Search code examples
postgresqlwindow-functions

How to pass through window function barier for PostgreSQL database?


I use PostgreSQL v15.4. I have the next query:

explain (analyze, costs, verbose, buffers) 
with vimages as (
    SELECT
        vim.view_id,
        array_to_json(array_agg(row_to_json( row(            
            vim.created_at,
            igim.id, 
            igim.name, 
            vim.sequence_no
        )) order by vim.sequence_no desc)) as json
    FROM view_images vim
    JOIN xx_images igim ON vim.xx_image_id = igim.id
    GROUP BY vim.view_id
)

select vimages.*
from xxs ig
left join vimages on vimages.view_id = ig.id
WHERE ig.alias = '257_belmont_cir_brunswick_ga'

This is the plan for this query. The query takes 27sec to execute. As result there is only one row.

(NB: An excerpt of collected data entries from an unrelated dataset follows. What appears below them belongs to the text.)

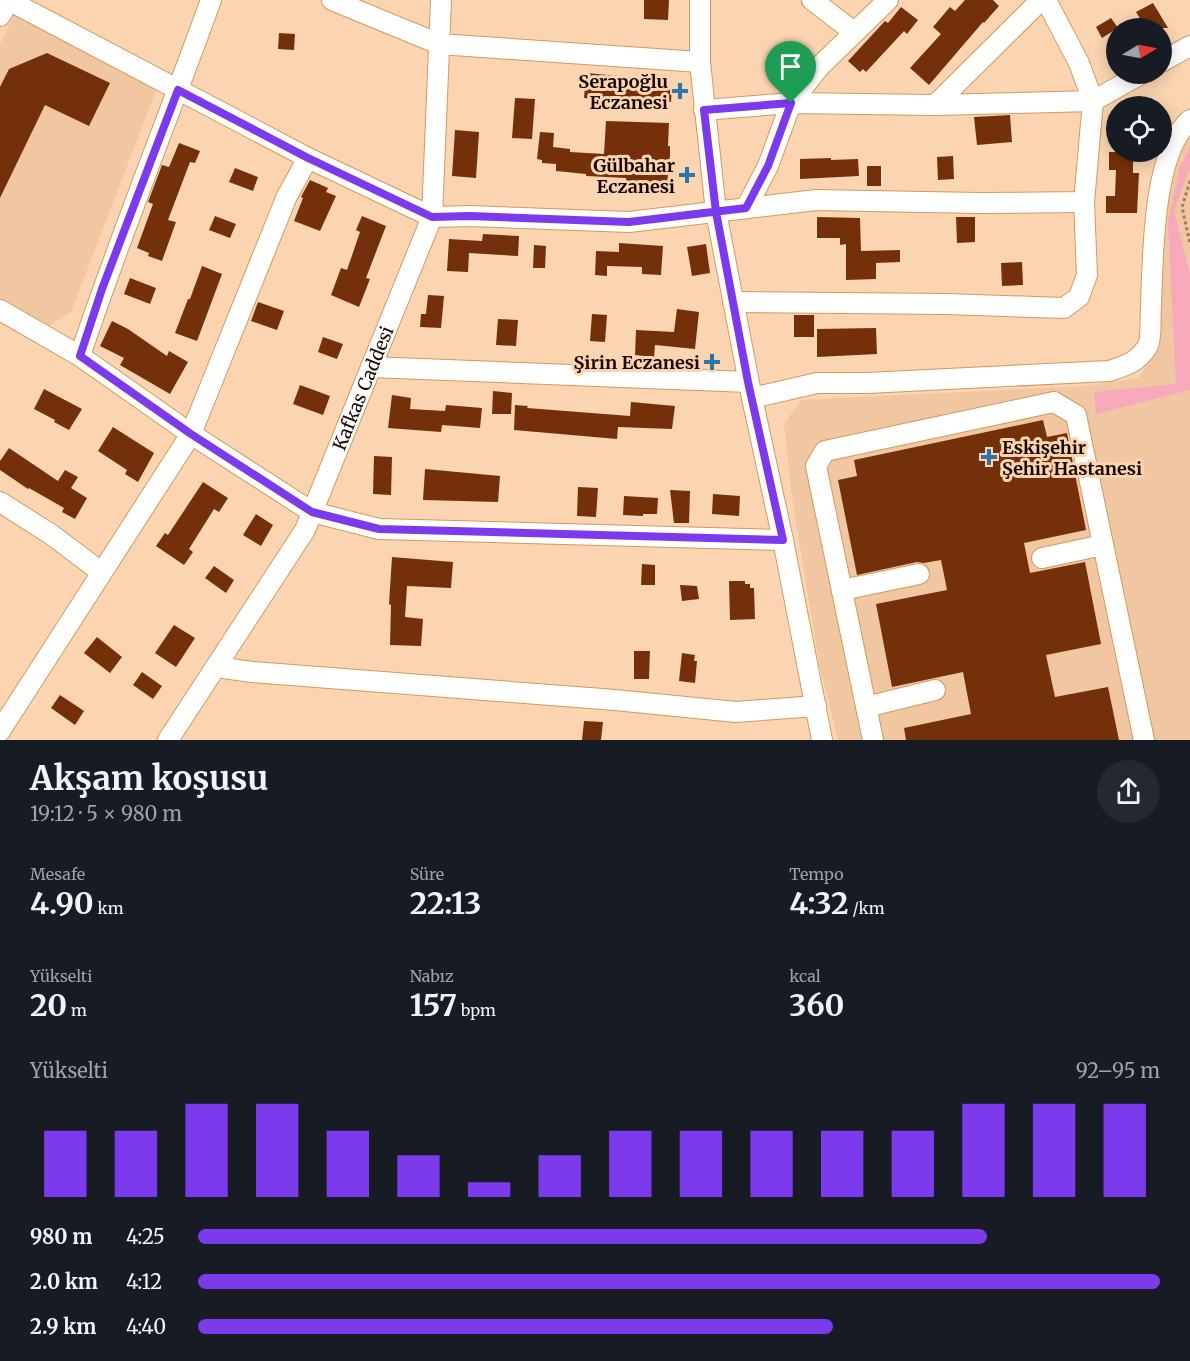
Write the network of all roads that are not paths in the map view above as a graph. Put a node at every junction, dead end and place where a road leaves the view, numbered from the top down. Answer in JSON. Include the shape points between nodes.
{"nodes":[{"id":1,"x":9,"y":0,"type":"edge"},
{"id":2,"x":210,"y":0,"type":"edge"},
{"id":3,"x":332,"y":0,"type":"edge"},
{"id":4,"x":441,"y":0,"type":"edge"},
{"id":5,"x":700,"y":0,"type":"edge"},
{"id":6,"x":812,"y":0,"type":"edge"},
{"id":7,"x":888,"y":0,"type":"edge"},
{"id":8,"x":1041,"y":0,"type":"edge"},
{"id":9,"x":1046,"y":0,"type":"edge"},
{"id":10,"x":0,"y":16,"type":"edge"},
{"id":11,"x":854,"y":32,"type":"junction"},
{"id":12,"x":439,"y":44,"type":"junction"},
{"id":13,"x":1190,"y":46,"type":"edge"},
{"id":14,"x":1172,"y":56,"type":"edge"},
{"id":15,"x":700,"y":62,"type":"junction"},
{"id":16,"x":1124,"y":84,"type":"edge"},
{"id":17,"x":178,"y":90,"type":"junction"},
{"id":18,"x":1093,"y":101,"type":"junction"},
{"id":19,"x":791,"y":103,"type":"junction"},
{"id":20,"x":934,"y":105,"type":"junction"},
{"id":21,"x":704,"y":110,"type":"junction"},
{"id":22,"x":1190,"y":120,"type":"edge"},
{"id":23,"x":308,"y":158,"type":"junction"},
{"id":24,"x":1084,"y":202,"type":"junction"},
{"id":25,"x":746,"y":208,"type":"junction"},
{"id":26,"x":716,"y":212,"type":"junction"},
{"id":27,"x":432,"y":217,"type":"junction"},
{"id":28,"x":733,"y":302,"type":"junction"},
{"id":29,"x":0,"y":310,"type":"edge"},
{"id":30,"x":80,"y":356,"type":"junction"},
{"id":31,"x":371,"y":366,"type":"junction"},
{"id":32,"x":750,"y":390,"type":"junction"},
{"id":33,"x":191,"y":434,"type":"junction"},
{"id":34,"x":0,"y":502,"type":"edge"},
{"id":35,"x":312,"y":512,"type":"junction"},
{"id":36,"x":783,"y":540,"type":"junction"},
{"id":37,"x":1103,"y":545,"type":"junction"},
{"id":38,"x":1042,"y":558,"type":"dead end"},
{"id":39,"x":101,"y":572,"type":"junction"},
{"id":40,"x":919,"y":574,"type":"dead end"},
{"id":41,"x":842,"y":590,"type":"junction"},
{"id":42,"x":216,"y":667,"type":"junction"},
{"id":43,"x":935,"y":690,"type":"dead end"},
{"id":44,"x":816,"y":706,"type":"junction"},
{"id":45,"x":866,"y":707,"type":"junction"},
{"id":46,"x":0,"y":731,"type":"edge"},
{"id":47,"x":168,"y":740,"type":"edge"},
{"id":48,"x":822,"y":740,"type":"edge"},
{"id":49,"x":873,"y":740,"type":"edge"},
{"id":50,"x":1144,"y":740,"type":"edge"}],
"edges":[{"from":1,"to":10,"type":"street"},
{"from":1,"to":17,"type":"street"},
{"from":2,"to":17,"type":"street"},
{"from":3,"to":12,"type":"street"},
{"from":4,"to":12,"type":"street","name":"Kafkas Caddesi"},
{"from":5,"to":15,"type":"street"},
{"from":6,"to":11,"type":"street"},
{"from":7,"to":11,"type":"street"},
{"from":8,"to":20,"type":"street"},
{"from":9,"to":18,"type":"street","via":[[1079,63]]},
{"from":11,"to":19,"type":"street"},
{"from":12,"to":15,"type":"street"},
{"from":12,"to":27,"type":"street","name":"Kafkas Caddesi"},
{"from":13,"to":14,"type":"street"},
{"from":15,"to":21,"type":"street"},
{"from":16,"to":18,"type":"street"},
{"from":17,"to":23,"type":"street"},
{"from":17,"to":30,"type":"street"},
{"from":18,"to":20,"type":"street"},
{"from":18,"to":24,"type":"street"},
{"from":19,"to":20,"type":"street"},
{"from":19,"to":21,"type":"street"},
{"from":19,"to":25,"type":"street","via":[[768,166]]},
{"from":21,"to":26,"type":"street"},
{"from":22,"to":32,"type":"street","via":[[1171,146],[1160,190],[1149,345],[1133,363],[1110,371],[818,383]]},
{"from":23,"to":27,"type":"street"},
{"from":23,"to":33,"type":"street","via":[[287,196]]},
{"from":24,"to":25,"type":"street","via":[[816,200]]},
{"from":24,"to":28,"type":"street","via":[[1087,275],[1079,297],[1064,308]]},
{"from":25,"to":26,"type":"street"},
{"from":26,"to":27,"type":"street","via":[[629,222]]},
{"from":26,"to":28,"type":"street"},
{"from":27,"to":31,"type":"street","name":"Kafkas Caddesi"},
{"from":28,"to":32,"type":"street"},
{"from":29,"to":30,"type":"street"},
{"from":30,"to":33,"type":"street"},
{"from":31,"to":32,"type":"street"},
{"from":31,"to":35,"type":"street","name":"Kafkas Caddesi"},
{"from":32,"to":36,"type":"street"},
{"from":33,"to":35,"type":"street"},
{"from":33,"to":39,"type":"street"},
{"from":34,"to":39,"type":"street"},
{"from":35,"to":36,"type":"street","via":[[379,529]]},
{"from":35,"to":42,"type":"street","name":"Kafkas Caddesi","via":[[305,530]]},
{"from":36,"to":44,"type":"street"},
{"from":37,"to":38,"type":"street"},
{"from":37,"to":41,"type":"street","via":[[1076,415],[1054,402],[825,451],[816,466]]},
{"from":37,"to":50,"type":"street"},
{"from":39,"to":46,"type":"street"},
{"from":40,"to":41,"type":"street"},
{"from":41,"to":45,"type":"street"},
{"from":42,"to":44,"type":"street","via":[[736,712]]},
{"from":42,"to":47,"type":"street","name":"Kafkas Caddesi"},
{"from":43,"to":45,"type":"street"},
{"from":44,"to":48,"type":"street"},
{"from":45,"to":49,"type":"street"}]}
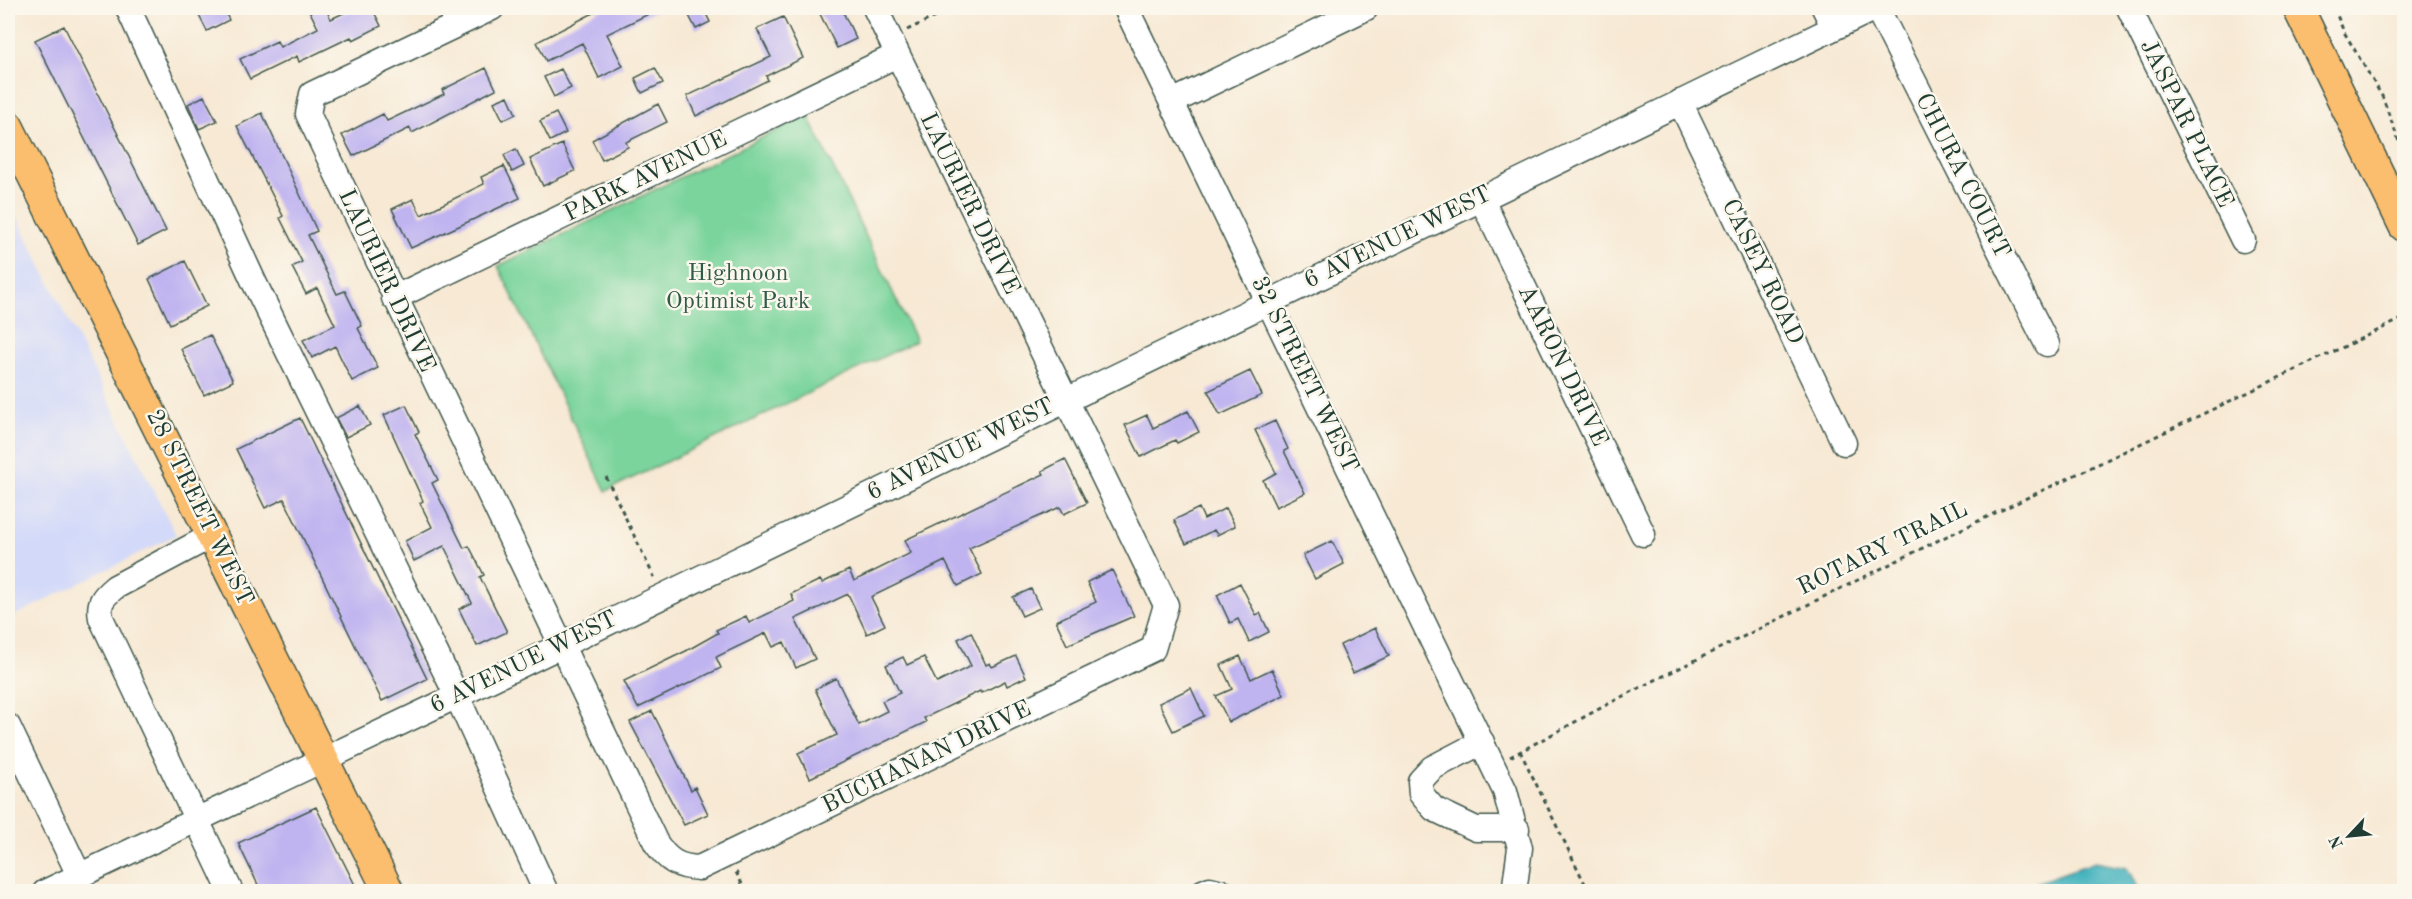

If I hardcode the id for the result row, eg. and ig.id = 682430783638437250 then query takes only 6ms.

Could it be possible to reformat my query in a such way, so that them vim table is immediately filtered and then aggregated, when I query ig table by alias column? Just like this happens when I hardcode the value for ID.


Solution

  • Example dataset (10 times smaller):

    CREATE UNLOGGED TABLE views( view_id INTEGER NOT NULL, alias INTEGER NOT NULL );
    INSERT INTO views SELECT n,n/3 FROM generate_series(1,10000) n;
    ALTER TABLE views ADD PRIMARY KEY (view_id);
    CREATE INDEX ON views(alias);
    
    CREATE UNLOGGED TABLE images( image_id INTEGER NOT NULL, image_foo INT NOT NULL );
    INSERT INTO images SELECT n,n FROM generate_series(1,400000) n;
    ALTER TABLE images ADD PRIMARY KEY (image_id);
    
    CREATE UNLOGGED TABLE view_images( view_id INTEGER NOT NULL, image_id INTEGER NOT NULL, vim_foo INT NOT NULL );
    INSERT INTO view_images SELECT (1+random()*10000)::INTEGER view_id, (1+random()*400000)::INTEGER image_id, n FROM generate_series(1,1500000) n;
    CREATE INDEX ON view_images( view_id );
    CREATE INDEX ON view_images( image_id );
    
    VACUUM ANALYZE;
    
    EXPLAIN ANALYZE 
    with vimages as (
        SELECT
            vim.view_id,
            array_to_json(array_agg(row_to_json( row(            
                vim.vim_foo,
                im.image_id, 
                im.image_foo
            )) order by vim.vim_foo desc)) as json
        FROM view_images vim
        JOIN images im USING (image_id)
        GROUP BY vim.view_id
    )
    
    select vimages.*
    from views 
    left join vimages USING (view_id)
    WHERE views.alias = 1234;
    

    It reproduces your slow query plan exactly.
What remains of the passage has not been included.